De rechtbank oordeelde dat eiser niet voldoende bewijs had geleverd voor zijn claim. Er waren twijfels over de woon- en leefsituatie van eiser in 2002 en de omstandigheden rondom de zorg voor zijn vader. Bovendien bleek dat eiser niet in aanmerking kwam voor de benodigde huisvestingsvergunning, aangezien hij niet voldeed aan de criteria van een huishouden van minimaal drie personen. De rechtbank concludeerde dat de vordering van eiser niet toewijsbaar was en dat de reconventionele vordering van de gedaagde, tot ontruiming van de woning, wel toewijsbaar was. Eiser werd veroordeeld om binnen zes maanden de woning te ontruimen en de proceskosten te vergoeden.

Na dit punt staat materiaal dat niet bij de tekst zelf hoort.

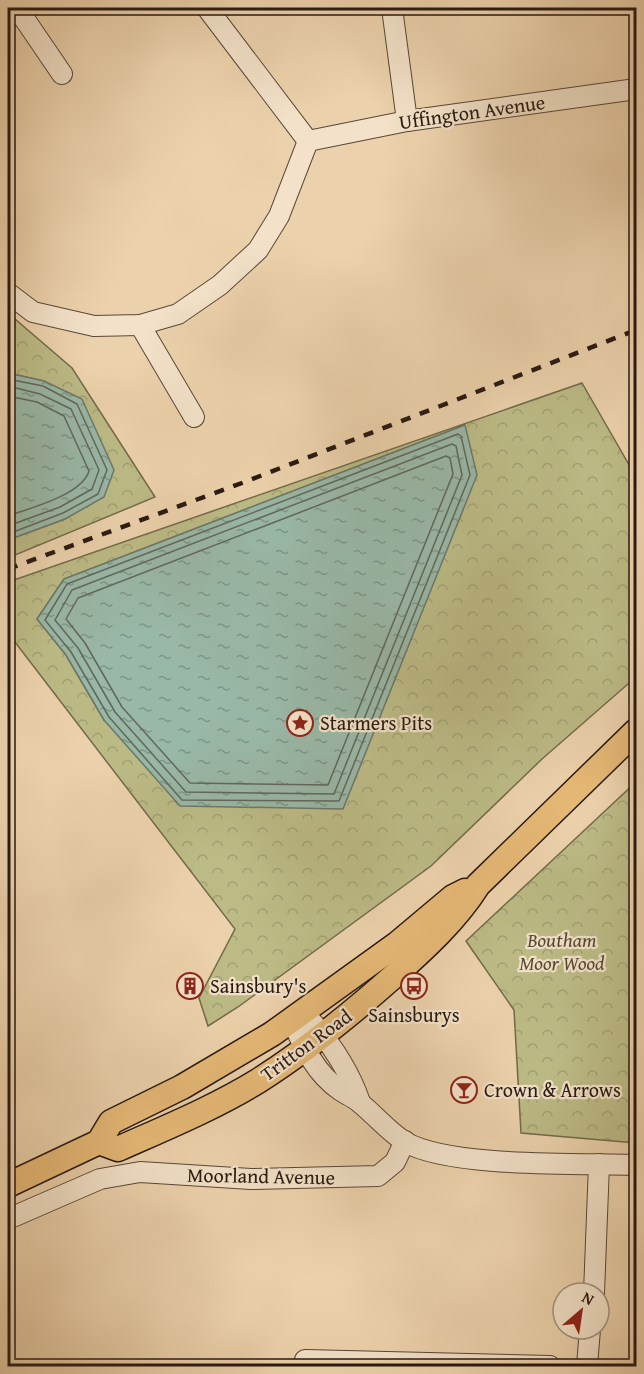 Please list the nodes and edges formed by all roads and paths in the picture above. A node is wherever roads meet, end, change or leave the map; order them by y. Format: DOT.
graph roads {
  1 [pos="17,8"];
  2 [pos="207,8"];
  3 [pos="392,8"];
  4 [pos="62,74"];
  5 [pos="636,89"];
  6 [pos="407,121"];
  7 [pos="308,141"];
  8 [pos="8,293"];
  9 [pos="141,325"];
  10 [pos="194,417"];
  11 [pos="636,731"];
  12 [pos="478,885"];
  13 [pos="298,1017"];
  14 [pos="324,1036"];
  15 [pos="305,1050"];
  16 [pos="256,1082"];
  17 [pos="158,1093"];
  18 [pos="360,1102"];
  19 [pos="405,1141"];
  20 [pos="99,1142"];
  21 [pos="599,1164"];
  22 [pos="636,1165"];
  23 [pos="8,1185"];
  24 [pos="8,1219"];
  25 [pos="594,1281"];
  26 [pos="589,1341"];
  27 [pos="305,1360"];
  28 [pos="550,1366"];
  29 [pos="587,1366"];
  1 -- 4 [label="street"];
  2 -- 7 [label="street"];
  3 -- 6 [label="street"];
  5 -- 6 [label="street, Uffington Avenue"];
  6 -- 7 [label="street, Uffington Avenue"];
  7 -- 9 [label="street"];
  8 -- 9 [label="street"];
  9 -- 10 [label="street"];
  11 -- 12 [label="main road, Tritton Road"];
  12 -- 13 [label="main road, Tritton Road"];
  12 -- 14 [label="main road, Tritton Road"];
  13 -- 14 [label="street"];
  13 -- 15 [label="street"];
  13 -- 17 [label="main road, Tritton Road"];
  14 -- 15 [label="main road, Tritton Road"];
  14 -- 18 [label="street"];
  15 -- 16 [label="main road, Tritton Road"];
  15 -- 18 [label="street"];
  16 -- 17 [label="main road"];
  16 -- 20 [label="main road, Tritton Road"];
  17 -- 20 [label="main road, Tritton Road"];
  18 -- 19 [label="street"];
  19 -- 21 [label="street"];
  19 -- 24 [label="street, Moorland Avenue"];
  20 -- 23 [label="main road, Tritton Road"];
  21 -- 22 [label="street"];
  21 -- 25 [label="street"];
  26 -- 29 [label="street"];
  27 -- 28 [label="street"];
}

De uitspraak benadrukt het belang van het kunnen aantonen van een duurzame gemeenschappelijke huishouding en de strikte eisen die gelden voor huisvestingsvergunningen in Amsterdam. De beslissing van de rechtbank is een belangrijke uitspraak voor huurders die in vergelijkbare situaties verkeren.